Given records |
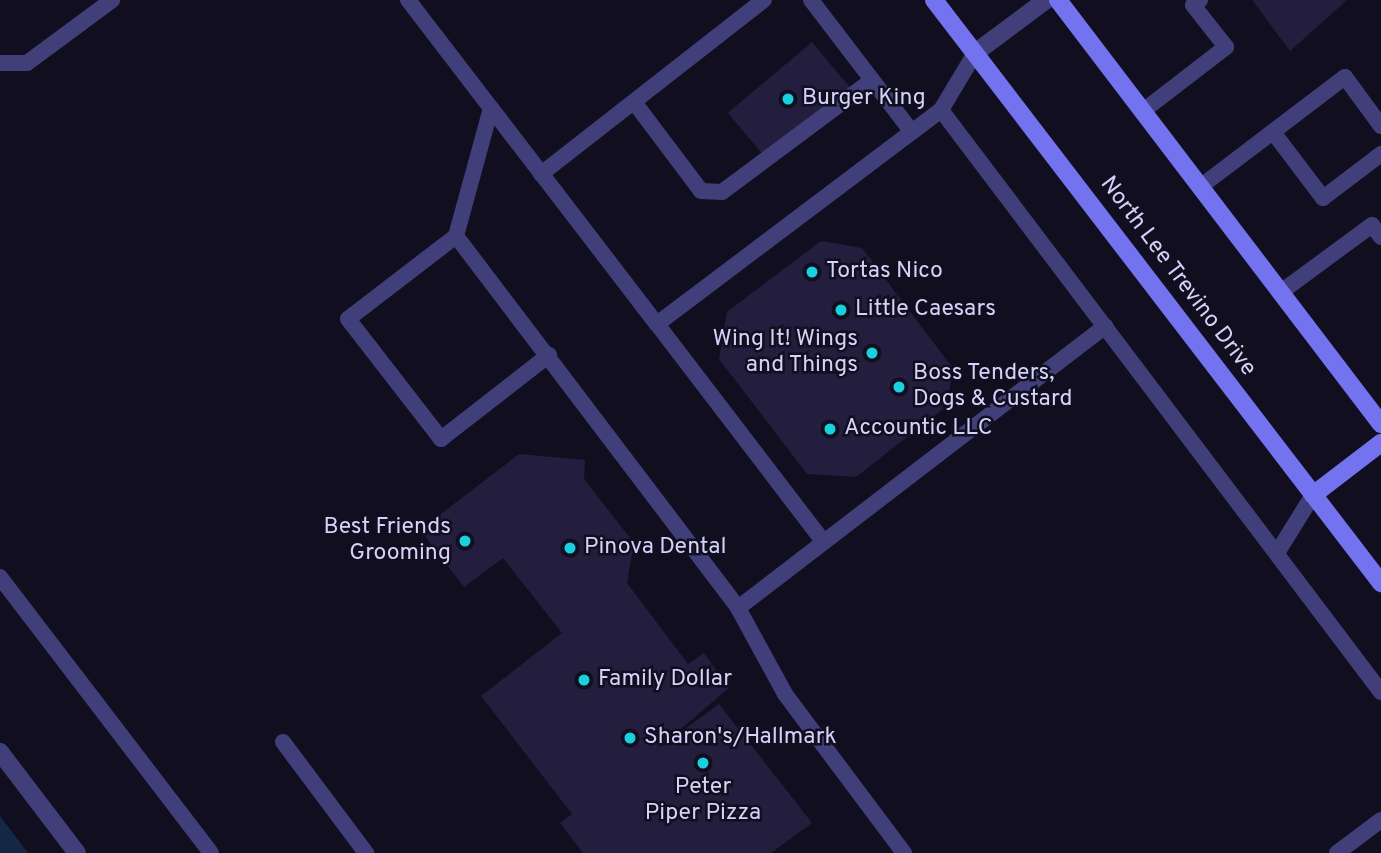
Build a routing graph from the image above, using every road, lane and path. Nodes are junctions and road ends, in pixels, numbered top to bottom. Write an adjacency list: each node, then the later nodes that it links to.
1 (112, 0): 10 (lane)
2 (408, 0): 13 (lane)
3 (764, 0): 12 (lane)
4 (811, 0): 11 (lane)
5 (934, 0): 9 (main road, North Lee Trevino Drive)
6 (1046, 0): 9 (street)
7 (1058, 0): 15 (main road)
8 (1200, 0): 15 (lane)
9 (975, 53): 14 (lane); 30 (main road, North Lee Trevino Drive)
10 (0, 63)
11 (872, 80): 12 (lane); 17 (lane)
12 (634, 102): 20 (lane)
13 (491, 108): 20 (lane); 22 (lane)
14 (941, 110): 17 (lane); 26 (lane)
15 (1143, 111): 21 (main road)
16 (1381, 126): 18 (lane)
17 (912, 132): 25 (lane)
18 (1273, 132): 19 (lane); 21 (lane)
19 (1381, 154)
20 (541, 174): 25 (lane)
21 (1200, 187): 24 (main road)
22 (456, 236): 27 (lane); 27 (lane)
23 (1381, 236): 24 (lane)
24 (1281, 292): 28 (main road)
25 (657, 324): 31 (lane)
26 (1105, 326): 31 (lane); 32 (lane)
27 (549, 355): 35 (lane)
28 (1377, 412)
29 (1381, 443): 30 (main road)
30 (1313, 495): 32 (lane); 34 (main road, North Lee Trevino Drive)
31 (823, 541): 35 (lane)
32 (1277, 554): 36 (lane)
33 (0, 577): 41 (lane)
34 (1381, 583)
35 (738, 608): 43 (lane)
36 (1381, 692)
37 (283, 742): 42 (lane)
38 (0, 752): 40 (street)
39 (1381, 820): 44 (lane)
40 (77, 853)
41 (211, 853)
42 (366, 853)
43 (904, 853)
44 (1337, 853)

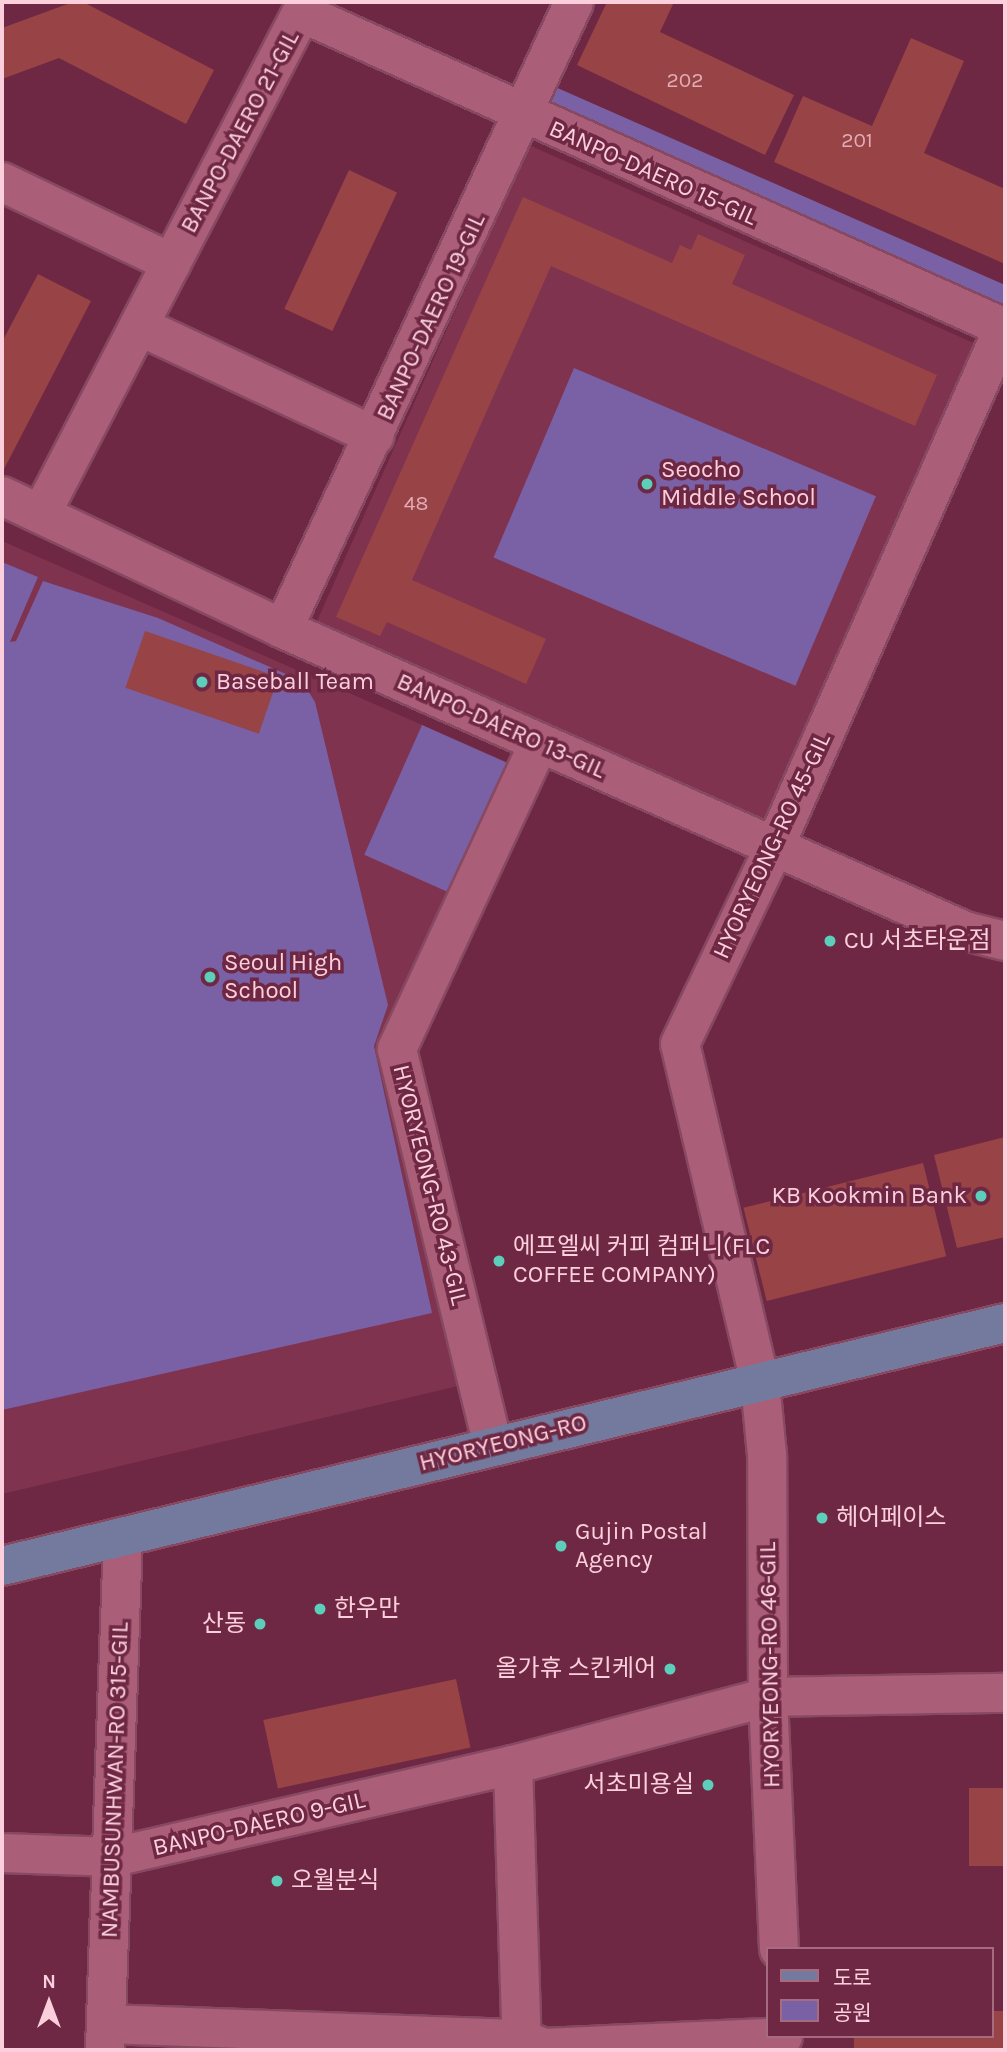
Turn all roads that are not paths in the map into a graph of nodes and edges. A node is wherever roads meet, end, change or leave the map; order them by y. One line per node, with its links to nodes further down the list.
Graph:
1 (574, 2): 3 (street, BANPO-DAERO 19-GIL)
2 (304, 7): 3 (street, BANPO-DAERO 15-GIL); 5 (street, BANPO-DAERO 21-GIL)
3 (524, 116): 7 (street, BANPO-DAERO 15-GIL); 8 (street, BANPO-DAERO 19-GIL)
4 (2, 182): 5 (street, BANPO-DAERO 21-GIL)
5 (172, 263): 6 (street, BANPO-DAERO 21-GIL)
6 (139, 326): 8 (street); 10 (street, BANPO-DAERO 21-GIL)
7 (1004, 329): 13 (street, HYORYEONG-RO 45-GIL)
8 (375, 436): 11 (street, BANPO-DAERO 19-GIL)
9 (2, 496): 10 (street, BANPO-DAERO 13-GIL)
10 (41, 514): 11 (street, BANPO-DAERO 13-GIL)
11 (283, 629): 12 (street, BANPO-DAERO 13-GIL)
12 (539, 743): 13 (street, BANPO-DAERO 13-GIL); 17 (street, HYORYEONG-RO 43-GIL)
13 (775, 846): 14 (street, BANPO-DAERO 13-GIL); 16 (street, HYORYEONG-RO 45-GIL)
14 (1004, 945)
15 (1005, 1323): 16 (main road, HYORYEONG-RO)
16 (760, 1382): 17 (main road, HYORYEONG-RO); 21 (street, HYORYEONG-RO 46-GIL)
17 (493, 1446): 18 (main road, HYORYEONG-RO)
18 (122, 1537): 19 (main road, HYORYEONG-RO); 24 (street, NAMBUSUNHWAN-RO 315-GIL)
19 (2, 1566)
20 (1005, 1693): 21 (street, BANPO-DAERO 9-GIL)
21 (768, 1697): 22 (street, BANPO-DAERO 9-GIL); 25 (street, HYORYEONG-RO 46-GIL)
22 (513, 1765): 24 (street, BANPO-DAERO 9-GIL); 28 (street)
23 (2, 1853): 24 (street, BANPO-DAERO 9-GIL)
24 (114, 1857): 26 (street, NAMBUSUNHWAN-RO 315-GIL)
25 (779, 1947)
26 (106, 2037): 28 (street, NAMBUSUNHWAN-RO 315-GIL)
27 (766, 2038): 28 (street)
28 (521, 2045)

What the task requires | Across all the records above, find each line with "Drive" in it and copy it.

Solution |
5 (934, 0): 9 (main road, North Lee Trevino Drive)
9 (975, 53): 14 (lane); 30 (main road, North Lee Trevino Drive)
30 (1313, 495): 32 (lane); 34 (main road, North Lee Trevino Drive)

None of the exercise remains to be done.